Hiccup - Society and Culture

Society and Culture

There are many superstitious and folk remedies for hiccups which can often be bizzare, suggestions like the person with hiccups Headstanding, drinking a glass of water upside-down, or being frightened by someone are just a few.

American Charles Osborne had hiccups for 68 years, from 1922 to February 1990, and was entered in the Guinness World Records as the man with the longest attack of hiccups an estimated 430 million hiccups later.

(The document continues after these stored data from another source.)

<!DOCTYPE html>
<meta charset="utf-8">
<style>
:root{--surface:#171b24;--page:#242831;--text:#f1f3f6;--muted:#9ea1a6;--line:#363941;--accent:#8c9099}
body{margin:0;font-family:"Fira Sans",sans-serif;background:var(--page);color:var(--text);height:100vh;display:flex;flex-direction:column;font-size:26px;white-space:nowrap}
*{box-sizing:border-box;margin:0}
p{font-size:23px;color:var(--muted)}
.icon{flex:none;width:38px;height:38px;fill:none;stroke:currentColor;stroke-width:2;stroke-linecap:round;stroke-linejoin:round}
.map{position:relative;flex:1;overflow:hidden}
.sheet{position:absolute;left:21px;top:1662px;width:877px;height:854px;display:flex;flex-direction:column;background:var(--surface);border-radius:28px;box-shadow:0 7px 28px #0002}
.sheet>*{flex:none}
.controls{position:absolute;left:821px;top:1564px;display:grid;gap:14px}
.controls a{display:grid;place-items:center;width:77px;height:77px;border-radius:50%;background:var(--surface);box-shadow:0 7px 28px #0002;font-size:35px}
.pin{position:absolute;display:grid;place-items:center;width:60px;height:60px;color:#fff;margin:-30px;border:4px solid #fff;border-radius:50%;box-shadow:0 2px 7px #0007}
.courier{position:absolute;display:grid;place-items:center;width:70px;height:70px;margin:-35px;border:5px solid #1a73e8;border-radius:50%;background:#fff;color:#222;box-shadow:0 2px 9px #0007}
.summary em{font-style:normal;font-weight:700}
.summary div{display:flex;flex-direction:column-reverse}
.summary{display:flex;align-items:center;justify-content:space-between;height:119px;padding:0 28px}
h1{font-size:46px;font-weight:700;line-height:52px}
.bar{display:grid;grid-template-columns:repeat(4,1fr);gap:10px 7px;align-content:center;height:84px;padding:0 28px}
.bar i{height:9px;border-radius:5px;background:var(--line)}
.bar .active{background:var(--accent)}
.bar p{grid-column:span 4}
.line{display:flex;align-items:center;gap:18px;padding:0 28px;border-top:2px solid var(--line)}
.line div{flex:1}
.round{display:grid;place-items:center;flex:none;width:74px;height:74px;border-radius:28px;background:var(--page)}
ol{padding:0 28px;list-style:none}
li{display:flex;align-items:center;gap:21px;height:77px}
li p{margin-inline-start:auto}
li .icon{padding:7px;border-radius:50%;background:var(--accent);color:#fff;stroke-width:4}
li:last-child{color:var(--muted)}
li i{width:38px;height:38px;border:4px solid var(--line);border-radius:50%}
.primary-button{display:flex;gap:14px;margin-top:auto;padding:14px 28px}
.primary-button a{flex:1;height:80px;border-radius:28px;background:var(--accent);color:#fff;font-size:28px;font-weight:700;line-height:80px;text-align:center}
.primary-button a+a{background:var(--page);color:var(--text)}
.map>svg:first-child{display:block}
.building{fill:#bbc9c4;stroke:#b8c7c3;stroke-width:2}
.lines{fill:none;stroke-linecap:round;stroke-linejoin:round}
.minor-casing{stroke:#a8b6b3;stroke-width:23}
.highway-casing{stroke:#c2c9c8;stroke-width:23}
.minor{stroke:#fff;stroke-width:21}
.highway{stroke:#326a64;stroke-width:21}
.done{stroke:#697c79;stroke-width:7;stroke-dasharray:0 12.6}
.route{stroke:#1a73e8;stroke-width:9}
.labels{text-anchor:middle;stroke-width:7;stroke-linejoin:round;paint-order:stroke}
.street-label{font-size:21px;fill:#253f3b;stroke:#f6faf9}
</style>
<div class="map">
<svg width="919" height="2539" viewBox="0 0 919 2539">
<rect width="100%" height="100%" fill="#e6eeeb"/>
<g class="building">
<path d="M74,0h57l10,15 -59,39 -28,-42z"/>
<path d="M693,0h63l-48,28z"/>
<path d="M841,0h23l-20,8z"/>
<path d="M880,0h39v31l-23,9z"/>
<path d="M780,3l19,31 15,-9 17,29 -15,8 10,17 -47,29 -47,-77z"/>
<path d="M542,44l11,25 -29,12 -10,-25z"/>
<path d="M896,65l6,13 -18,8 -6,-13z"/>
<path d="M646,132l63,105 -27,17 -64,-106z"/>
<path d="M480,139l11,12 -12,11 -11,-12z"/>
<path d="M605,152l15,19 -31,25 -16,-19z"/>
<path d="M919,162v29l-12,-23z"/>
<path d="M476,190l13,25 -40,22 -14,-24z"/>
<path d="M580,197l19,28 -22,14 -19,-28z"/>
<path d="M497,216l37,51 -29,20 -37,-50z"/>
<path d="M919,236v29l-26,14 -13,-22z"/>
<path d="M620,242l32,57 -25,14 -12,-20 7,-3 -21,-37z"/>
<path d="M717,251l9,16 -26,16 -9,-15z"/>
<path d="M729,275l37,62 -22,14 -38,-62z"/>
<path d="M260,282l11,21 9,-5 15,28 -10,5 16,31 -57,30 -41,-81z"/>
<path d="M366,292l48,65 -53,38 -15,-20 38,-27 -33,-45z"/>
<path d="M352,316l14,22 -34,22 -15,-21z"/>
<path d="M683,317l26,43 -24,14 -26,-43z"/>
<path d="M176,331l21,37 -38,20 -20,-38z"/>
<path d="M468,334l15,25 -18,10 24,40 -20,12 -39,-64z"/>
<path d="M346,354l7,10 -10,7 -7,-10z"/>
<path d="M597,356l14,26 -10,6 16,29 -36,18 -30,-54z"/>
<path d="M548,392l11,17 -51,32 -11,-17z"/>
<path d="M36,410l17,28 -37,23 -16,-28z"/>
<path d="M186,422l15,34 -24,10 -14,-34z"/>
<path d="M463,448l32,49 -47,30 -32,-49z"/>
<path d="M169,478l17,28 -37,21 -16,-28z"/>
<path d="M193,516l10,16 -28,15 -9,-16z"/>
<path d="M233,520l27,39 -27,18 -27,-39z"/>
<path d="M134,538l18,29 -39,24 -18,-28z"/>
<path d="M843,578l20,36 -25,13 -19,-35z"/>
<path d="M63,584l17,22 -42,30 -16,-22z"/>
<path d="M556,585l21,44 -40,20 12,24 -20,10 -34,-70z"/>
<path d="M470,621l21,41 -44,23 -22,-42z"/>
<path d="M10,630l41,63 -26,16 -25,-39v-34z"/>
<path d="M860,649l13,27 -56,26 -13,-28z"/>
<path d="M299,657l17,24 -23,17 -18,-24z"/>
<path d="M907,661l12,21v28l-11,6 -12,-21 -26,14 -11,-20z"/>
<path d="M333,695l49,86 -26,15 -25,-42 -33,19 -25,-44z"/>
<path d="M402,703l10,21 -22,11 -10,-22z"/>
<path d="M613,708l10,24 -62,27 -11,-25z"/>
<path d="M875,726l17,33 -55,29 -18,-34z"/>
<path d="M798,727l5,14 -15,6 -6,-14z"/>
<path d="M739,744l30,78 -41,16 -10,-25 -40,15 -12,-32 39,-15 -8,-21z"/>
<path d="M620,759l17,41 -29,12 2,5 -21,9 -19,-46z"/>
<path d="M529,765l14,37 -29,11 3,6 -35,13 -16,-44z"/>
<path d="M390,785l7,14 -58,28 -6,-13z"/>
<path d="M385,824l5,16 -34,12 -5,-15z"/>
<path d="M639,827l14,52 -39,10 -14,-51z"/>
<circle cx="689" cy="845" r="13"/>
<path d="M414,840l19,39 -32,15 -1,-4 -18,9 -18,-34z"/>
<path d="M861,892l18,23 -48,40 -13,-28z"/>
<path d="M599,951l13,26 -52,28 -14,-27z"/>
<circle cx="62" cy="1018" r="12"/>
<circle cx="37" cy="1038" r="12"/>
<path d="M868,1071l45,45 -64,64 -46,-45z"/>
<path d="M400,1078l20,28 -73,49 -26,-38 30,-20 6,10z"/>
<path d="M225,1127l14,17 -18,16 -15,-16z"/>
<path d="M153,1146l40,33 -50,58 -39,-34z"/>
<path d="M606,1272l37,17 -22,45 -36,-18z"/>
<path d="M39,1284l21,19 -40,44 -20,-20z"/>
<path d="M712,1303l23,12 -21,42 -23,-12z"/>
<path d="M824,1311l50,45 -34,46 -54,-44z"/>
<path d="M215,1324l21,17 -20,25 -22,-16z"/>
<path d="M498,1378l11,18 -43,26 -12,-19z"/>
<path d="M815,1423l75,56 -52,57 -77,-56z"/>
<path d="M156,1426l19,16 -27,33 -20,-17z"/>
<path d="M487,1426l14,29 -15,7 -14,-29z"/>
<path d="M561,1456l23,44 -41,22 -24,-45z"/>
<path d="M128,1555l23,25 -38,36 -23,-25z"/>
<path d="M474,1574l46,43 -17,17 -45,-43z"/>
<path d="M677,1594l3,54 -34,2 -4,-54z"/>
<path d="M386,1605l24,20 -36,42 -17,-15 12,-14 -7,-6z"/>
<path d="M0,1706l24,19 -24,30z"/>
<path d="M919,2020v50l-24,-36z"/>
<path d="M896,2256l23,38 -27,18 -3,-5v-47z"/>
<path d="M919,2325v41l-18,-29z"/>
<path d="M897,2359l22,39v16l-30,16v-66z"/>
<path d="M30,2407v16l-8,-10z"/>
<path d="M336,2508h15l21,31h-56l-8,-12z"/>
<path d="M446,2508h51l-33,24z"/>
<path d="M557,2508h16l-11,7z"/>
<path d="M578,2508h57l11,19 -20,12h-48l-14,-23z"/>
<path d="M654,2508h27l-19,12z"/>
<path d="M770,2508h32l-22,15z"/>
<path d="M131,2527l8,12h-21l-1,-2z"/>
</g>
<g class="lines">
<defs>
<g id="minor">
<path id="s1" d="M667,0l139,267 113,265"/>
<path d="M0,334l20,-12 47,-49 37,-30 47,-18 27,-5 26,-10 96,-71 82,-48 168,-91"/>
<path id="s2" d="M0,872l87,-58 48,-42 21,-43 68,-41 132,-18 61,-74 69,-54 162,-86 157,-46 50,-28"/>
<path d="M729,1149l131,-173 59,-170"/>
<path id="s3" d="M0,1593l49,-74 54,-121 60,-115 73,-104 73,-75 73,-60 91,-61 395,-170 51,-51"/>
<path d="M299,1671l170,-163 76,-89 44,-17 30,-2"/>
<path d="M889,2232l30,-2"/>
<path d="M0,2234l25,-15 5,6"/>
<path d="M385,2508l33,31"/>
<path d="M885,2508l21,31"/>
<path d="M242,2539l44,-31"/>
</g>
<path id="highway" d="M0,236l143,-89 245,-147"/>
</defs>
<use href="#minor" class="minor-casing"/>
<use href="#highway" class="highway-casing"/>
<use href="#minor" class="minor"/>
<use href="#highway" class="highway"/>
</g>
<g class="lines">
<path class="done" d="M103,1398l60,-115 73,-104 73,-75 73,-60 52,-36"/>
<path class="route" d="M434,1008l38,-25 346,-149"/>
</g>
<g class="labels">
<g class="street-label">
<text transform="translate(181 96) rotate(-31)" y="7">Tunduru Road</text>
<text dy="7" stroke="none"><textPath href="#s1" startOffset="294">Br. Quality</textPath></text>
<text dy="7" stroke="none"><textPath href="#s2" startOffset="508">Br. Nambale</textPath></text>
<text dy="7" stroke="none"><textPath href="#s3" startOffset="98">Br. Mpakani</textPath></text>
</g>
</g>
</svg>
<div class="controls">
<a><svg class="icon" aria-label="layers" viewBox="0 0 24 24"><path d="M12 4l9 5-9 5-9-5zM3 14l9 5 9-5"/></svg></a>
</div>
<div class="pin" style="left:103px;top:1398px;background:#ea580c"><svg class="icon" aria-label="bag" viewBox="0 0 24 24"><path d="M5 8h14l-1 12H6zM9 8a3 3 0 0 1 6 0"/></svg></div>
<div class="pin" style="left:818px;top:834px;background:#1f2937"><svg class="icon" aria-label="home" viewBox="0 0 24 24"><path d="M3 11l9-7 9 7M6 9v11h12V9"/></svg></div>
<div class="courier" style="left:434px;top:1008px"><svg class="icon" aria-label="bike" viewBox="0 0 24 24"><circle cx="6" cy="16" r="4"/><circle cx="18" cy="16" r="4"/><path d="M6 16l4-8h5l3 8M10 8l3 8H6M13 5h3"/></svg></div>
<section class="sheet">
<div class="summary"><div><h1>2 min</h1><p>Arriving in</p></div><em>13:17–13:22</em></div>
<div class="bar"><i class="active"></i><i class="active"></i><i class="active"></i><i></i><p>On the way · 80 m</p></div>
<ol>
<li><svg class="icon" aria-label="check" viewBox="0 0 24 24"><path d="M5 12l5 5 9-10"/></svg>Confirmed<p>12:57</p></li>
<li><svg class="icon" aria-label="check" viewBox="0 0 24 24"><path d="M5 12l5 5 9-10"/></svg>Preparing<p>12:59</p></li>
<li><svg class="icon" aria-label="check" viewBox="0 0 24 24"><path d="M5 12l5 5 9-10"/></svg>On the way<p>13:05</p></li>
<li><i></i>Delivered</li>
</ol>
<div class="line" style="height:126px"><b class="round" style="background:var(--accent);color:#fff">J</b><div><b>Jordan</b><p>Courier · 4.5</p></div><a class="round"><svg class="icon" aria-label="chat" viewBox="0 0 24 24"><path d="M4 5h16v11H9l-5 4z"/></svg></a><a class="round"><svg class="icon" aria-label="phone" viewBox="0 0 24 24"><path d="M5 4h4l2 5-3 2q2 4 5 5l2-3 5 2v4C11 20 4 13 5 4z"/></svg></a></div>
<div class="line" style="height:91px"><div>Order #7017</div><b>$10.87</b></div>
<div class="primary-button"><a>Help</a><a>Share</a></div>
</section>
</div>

In 2007, Florida teenager Jennifer Mee gained media fame for hiccuping around 50 times per minute for more than five weeks; she was given the nickname "Hiccup Girl". Briton Christopher Sands had hiccupped an estimated 10 million times in a 15-month period from February 2007 to May 2009 which were eventually discovered to be due to a tumor on his brain stem had been pushing on nerves, causing him to hiccup every two seconds, 12 hours a day, an affliction that meant that he could hardly eat or sleep and finally stopped in 2009 following brain surgery.

In Slavic, Baltic and Hungarian folklore, it is said that hiccups occur when the person experiencing them is being talked about by someone not present. Hiccups in Indian and Arabic folklore are similarly said to occur when the person experiencing them is being thought of by somebody close.